Resenhado por: Daniel Rodrigues Lirio,1
O livro do sociólogo francês Le Breton trata daquilo que nos é mais próximo: o olhar, os gestos, o corpo. Aborda a linguagem entranhada, da boca que fala antes de se abrir. E ao nos aproximar tanto daquilo que nos é mais familiar, Le Breton nos faz estranhos em nossa morada, nos torna espectadores de nós mesmos, para enfim nos mostrar que a cultura está onde acreditávamos encontrar indícios de uma suposta natureza humana. Aqui, a célebre frase freudiana "onde era Isso, o Eu deve advir" (1933/1976b) aparece de forma evidente, sempre compreendendo-se esse Eu como um produto da história, da cultura, da condição geográfica, climática, tribal, das quais cada um se apropria de forma singular e, assim, se apropria de sua fala, de seu olhar, de seu corpo.
Apesar de não usar o jargão específico, o autor mostra-se versado em psicanálise. Ao transitar por temas como os fenômenos de massa, a aquisição da linguagem, o estágio do espelho e a dialética das identificações, seu caminhar antropológico se dá par e passo com a teoria freudiana. O surgimento da instância superegoica, por exemplo, aparece aqui de forma tão trivial e cotidiana, que quase nos passa desapercebido. Em outros momentos, ele nos faz avançar na própria pesquisa psicanalítica.

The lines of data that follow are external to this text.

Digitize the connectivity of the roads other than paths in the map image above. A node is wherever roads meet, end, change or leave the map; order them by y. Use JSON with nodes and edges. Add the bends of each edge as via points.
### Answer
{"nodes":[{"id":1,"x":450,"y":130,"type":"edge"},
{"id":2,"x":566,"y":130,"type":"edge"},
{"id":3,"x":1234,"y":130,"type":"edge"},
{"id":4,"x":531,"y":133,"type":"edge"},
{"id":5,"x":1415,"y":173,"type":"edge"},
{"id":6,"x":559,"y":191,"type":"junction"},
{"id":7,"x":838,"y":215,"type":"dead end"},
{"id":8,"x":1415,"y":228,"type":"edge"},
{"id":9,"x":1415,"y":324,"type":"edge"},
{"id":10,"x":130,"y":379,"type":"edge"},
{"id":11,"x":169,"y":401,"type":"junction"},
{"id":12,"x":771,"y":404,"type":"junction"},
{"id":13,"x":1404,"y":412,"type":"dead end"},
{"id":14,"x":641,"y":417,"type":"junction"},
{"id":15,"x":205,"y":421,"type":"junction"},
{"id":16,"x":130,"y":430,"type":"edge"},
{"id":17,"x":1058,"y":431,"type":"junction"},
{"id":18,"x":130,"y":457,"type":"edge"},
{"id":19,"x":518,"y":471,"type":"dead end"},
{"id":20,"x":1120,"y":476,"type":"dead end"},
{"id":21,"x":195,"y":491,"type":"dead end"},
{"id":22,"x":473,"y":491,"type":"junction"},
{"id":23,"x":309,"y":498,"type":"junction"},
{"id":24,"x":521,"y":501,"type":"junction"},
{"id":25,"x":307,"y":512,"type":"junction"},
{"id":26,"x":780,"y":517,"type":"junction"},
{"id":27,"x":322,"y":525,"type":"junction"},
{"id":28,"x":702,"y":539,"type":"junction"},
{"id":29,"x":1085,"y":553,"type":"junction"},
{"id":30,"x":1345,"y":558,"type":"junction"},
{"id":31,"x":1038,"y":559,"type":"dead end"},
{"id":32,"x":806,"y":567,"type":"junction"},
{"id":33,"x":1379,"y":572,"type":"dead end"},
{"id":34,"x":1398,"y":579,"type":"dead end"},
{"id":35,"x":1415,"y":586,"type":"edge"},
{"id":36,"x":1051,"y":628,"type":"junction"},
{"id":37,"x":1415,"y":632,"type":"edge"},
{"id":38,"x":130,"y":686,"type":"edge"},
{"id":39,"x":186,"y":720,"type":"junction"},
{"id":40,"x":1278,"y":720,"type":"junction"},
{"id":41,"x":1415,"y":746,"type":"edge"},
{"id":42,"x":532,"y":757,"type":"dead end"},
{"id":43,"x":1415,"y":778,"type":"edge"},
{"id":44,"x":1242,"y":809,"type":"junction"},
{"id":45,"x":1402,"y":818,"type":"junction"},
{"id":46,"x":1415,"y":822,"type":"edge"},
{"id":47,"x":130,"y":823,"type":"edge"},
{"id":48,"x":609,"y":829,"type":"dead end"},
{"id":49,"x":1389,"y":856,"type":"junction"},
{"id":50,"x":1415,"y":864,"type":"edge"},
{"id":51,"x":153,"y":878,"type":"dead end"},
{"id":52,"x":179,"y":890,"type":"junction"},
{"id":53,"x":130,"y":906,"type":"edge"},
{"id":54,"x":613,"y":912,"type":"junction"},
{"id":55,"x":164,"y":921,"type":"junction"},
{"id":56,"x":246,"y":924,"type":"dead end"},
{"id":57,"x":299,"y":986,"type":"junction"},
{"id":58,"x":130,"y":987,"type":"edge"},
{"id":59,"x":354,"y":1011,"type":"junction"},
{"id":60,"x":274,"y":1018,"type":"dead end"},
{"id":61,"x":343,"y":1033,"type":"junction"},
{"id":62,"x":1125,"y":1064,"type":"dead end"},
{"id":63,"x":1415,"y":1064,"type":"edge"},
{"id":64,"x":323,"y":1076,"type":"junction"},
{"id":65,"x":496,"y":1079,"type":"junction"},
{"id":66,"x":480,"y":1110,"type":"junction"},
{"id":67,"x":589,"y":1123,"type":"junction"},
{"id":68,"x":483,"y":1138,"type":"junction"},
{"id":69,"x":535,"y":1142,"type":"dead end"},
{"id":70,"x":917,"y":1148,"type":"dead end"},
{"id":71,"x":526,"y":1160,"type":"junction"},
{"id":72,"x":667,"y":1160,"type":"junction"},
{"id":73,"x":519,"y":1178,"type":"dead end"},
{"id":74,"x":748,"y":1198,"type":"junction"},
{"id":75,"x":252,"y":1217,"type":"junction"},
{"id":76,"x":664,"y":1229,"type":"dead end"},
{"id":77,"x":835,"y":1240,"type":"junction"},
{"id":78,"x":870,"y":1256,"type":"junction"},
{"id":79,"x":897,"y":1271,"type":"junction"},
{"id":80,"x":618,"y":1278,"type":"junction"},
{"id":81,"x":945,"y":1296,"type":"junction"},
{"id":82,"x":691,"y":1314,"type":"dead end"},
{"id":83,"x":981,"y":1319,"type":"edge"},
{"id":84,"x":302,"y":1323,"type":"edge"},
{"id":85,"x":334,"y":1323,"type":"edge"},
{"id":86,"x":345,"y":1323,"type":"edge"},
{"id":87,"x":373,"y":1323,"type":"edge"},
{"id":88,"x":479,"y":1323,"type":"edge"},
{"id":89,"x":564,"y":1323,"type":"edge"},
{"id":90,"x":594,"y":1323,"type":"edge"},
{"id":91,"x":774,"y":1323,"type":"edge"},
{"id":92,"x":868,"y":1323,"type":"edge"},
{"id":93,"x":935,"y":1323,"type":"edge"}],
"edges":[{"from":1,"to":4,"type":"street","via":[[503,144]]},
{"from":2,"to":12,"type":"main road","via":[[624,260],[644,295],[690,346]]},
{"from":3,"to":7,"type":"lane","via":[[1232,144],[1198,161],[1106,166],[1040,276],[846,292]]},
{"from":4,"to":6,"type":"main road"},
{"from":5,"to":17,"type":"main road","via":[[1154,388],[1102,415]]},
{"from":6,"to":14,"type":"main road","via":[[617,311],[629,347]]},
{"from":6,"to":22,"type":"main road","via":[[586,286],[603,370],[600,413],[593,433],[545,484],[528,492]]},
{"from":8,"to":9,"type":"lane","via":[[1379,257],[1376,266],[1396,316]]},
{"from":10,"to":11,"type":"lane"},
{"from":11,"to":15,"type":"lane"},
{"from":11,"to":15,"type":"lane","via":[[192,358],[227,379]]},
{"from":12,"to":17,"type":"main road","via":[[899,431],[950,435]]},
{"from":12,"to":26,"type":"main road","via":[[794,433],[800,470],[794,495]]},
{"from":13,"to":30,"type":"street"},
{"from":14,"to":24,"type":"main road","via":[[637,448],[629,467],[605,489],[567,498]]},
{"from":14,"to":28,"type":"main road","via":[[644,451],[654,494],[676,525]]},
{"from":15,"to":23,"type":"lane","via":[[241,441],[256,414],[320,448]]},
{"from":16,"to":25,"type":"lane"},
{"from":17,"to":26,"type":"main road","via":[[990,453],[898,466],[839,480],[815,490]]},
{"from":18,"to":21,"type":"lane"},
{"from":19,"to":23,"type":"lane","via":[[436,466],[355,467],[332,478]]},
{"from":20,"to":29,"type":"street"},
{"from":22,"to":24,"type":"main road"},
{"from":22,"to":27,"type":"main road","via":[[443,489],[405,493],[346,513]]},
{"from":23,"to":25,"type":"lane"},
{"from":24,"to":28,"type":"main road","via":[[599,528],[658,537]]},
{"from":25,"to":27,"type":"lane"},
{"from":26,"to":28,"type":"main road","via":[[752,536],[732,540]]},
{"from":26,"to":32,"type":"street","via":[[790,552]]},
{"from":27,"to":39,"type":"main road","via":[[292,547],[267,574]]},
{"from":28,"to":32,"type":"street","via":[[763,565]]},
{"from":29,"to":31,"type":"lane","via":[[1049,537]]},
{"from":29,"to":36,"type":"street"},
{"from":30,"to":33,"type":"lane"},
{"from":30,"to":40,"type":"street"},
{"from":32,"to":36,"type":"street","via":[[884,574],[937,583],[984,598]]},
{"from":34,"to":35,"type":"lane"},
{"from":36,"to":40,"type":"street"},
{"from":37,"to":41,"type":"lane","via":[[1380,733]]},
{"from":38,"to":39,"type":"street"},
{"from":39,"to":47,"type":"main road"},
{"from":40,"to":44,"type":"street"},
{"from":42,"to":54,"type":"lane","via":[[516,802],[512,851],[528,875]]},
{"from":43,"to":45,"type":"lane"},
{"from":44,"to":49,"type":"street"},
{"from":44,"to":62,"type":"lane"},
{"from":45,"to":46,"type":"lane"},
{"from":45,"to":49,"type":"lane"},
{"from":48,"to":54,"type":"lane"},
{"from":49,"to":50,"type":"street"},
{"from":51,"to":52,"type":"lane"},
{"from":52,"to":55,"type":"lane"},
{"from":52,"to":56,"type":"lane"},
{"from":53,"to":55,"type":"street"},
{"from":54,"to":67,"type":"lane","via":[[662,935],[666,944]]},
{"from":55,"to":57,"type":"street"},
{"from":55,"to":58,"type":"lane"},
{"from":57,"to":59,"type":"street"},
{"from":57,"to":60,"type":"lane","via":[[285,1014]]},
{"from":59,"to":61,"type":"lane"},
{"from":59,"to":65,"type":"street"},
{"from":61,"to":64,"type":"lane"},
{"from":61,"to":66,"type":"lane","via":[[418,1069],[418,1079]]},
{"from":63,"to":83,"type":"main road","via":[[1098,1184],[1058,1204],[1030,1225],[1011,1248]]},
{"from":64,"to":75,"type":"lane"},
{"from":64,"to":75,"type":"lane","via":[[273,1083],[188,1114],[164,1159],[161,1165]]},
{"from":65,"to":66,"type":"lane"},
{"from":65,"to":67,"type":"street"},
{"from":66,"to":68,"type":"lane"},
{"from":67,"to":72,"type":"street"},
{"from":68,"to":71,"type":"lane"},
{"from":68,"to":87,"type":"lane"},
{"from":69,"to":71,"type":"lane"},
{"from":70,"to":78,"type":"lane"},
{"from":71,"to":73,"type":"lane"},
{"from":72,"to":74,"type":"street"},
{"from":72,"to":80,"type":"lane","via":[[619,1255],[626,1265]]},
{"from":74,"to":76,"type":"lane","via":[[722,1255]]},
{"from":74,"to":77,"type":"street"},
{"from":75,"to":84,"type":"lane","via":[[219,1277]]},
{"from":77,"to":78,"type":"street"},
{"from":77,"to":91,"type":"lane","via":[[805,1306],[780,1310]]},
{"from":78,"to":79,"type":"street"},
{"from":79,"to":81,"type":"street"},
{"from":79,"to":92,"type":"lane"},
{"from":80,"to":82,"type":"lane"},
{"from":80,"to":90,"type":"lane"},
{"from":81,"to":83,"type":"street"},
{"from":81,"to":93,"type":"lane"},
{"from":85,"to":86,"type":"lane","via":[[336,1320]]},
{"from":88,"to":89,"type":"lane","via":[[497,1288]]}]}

Nesse livro, a importância para nós psicanalistas dos estudos de sociologia e antropologia, evidencia-se na discussão de quando e como determinadas transformações ocorreram na cultura. A esse respeito é notável a descrição que Le Breton faz da Europa do século XVII e da condição atual de países como a Índia, onde as atividades excretoras não geram asco aos observadores, isto é, não são inseridas em uma moral e não se chocam com uma tradição de civilidade. Esse tipo de observação permite maior acurácia às compreensões psicanalíticas da cultura, pois mostram que a civilização não se estrutura às custas desta parte das pulsões como havia suposto Freud (1930/1976a) ao situar o asco como produto da repressão das pulsões anais que teria acompanhado a passagem para a marcha bípede. À luz das ideias do sociólogo, a teoria psicanalítica se atualiza ao constatar que a familiaridade com as excreções em certos países revela que o asco, no ocidente, é uma produção moderna que diz de um apagamento ritualizado de uma determinada dimensão do corpo. Ou seja, ela diz de um ideal moderno de beleza, civilidade e bons costumes.
Outro ponto interessante que Paixões ordinárias traz para a compreensão psicanalítica é que a agressividade e a imposição cruel do mais forte sobre o mais fraco também são relativamente recentes. A ideia de que a dominação violenta realizada por indivíduos deveria ser cerceada, e que caberia ao estado, ou ao representante político, dar forma a sua expressão, iniciou-se por volta do século XVI, levando vários séculos para se estabelecer – ou seja, é muito recente em nossa civilização. O controle da agressividade é correlato às proscrições das excreções corporais, (cuspir, assoar, urinar, defecar, arrotar), executadas antigamente sem cuidado em relação à presença de outras pessoas. Dessa forma, o homem foi instado a controlar suas emoções e expressões corporais, reprimi-las, e isso permitiu melhores condições de civilidade. Le Breton cita, então, Norbert Elias, para dizer que "o campo de batalha foi transportado para o interior do homem".
Essa modalidade de estudo sociológico e antropológico contribui, portanto, para o debate sobre o que seria necessário e o que seria contingente em nossa civilização. Acima dessas questões, o ponto principal do livro é mostrar o constante inacabamento do corpo, sua ancoragem na relação com o outro, na linguagem, nos hábitos culturais e modos de vida em sociedade. Logo, o corpo, o gestual e a expressividade são produções que implicam o jogo constante de interações, espelhamento e permanência do outro: é preciso a constante reinserção corporal do outro. Para a compreensão deste processo, é muito útil a noção de intercorporeidade, desenvolvida por Merleau-Ponty (1964), posteriormente retomada para pensar as modificações corporais (Lirio, 2008).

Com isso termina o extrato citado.